Forty-one IXT children and 36 HCs were recruited. The amplitude of low-frequency fluctuations (ALFF), fractional ALFF (fALFF) in the slow-4 and slow-5 bands, and regional homogeneity (ReHo) were calculated. The 360 cortical areas of the Human Connectome Project multimodal parcellation atlas (HCP-MMP 1.0 atlas) were chosen as 360 regions of interest (ROIs). Each rs-fMRI parameter value of one ROI was taken as a feature. The Pearson correlation coefficient (PCC) was performed to reduce dimensions. We used four feature selection methods and nine classifiers. The ten-fold cross-validation was applied to evaluate the results.

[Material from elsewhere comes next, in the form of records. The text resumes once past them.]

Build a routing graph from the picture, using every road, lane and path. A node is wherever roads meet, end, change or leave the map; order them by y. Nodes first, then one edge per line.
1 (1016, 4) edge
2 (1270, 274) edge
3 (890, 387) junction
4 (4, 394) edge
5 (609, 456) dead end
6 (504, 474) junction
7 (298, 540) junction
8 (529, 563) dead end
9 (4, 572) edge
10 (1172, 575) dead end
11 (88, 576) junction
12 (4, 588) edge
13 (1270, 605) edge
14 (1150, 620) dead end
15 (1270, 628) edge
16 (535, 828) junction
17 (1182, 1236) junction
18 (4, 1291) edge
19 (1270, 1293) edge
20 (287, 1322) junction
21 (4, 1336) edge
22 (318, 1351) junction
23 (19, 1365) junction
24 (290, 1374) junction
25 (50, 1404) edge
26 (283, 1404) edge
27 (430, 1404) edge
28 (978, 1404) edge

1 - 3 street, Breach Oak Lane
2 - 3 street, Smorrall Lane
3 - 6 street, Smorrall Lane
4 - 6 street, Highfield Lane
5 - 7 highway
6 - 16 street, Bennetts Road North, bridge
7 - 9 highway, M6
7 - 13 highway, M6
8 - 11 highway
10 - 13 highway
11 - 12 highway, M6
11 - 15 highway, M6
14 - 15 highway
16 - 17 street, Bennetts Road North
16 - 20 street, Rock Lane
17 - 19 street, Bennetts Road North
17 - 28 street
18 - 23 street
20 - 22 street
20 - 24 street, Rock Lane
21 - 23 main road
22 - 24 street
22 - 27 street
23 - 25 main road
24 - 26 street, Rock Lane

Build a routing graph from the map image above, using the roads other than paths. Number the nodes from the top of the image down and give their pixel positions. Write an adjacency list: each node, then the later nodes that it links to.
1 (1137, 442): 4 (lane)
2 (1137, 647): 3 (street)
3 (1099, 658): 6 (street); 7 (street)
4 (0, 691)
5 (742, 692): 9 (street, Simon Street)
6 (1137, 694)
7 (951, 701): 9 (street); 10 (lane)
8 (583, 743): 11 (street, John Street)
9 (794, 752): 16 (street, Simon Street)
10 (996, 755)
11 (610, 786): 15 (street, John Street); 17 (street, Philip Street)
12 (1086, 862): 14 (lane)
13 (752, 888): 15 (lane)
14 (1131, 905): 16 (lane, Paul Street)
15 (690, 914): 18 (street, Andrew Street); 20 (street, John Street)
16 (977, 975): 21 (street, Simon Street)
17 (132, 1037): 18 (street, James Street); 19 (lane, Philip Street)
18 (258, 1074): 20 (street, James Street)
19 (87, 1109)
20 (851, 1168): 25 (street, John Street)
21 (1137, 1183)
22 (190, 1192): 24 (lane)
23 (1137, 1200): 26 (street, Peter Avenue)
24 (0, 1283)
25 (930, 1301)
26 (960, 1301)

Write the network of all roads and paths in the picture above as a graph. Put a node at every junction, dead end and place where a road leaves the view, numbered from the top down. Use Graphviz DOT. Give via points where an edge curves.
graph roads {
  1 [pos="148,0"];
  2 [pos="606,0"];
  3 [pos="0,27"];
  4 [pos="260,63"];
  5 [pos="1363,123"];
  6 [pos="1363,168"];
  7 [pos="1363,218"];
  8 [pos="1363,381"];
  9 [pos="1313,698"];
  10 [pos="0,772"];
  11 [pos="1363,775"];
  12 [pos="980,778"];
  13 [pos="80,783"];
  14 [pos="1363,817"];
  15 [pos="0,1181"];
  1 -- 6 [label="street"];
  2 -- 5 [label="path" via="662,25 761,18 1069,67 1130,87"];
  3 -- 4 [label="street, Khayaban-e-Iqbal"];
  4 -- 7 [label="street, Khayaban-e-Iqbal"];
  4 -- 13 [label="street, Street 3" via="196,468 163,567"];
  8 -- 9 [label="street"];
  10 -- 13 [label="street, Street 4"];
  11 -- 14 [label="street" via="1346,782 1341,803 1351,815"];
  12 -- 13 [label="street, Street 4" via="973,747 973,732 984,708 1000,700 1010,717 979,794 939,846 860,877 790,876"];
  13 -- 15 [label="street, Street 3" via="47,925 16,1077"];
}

The ML methods combined with rs-fMRI parameters had good classification performance in distinguishing IXT children from HCs, with the slow-5 fALFF parameter showing the best classification performance. The linear regression (LR) classifier with analysis of variance (ANOVA) feature selection achieved the highest area under the receiver operator characteristic curve values (0.957, 0.804, and 0.818 for the training, validation, and test datasets, respectively) using five features, including the slow-5 fALFF values of the right inferior parietal gyrus (IPG), right supplementary motor area (SMA), left primary somatosensory complex, right frontal opercula, and left dorsolateral prefrontal cortex (DLPFC), and the accuracy, sensitivity, and specificity values were 0.759, 0.759, and 0.760, respectively. The brain regions showing the greatest discriminative power included right IPG, right SMA, left primary somatosensory complex, right frontal opercula, left DLPFC, right posterior orbitofrontal cortex (pOFC), left medial superior temporal (MST), left parieto-occipital sulcus (POS), and right anterior ventral insula.
Based on the slow-5 fALFF values of the five cortices as the features, LR with ANOVA was the best ML model for distinguishing between IXT children and HCs. The result indicates the slow-5 fALFF parameter has the potential to serve as a biomarker for distinguishing IXT children from HCs. In addition, brain regions related to stereopsis, eye movement, and higher-order cognitive functions play an important role in the neuropathologic mechanisms underlying IXT.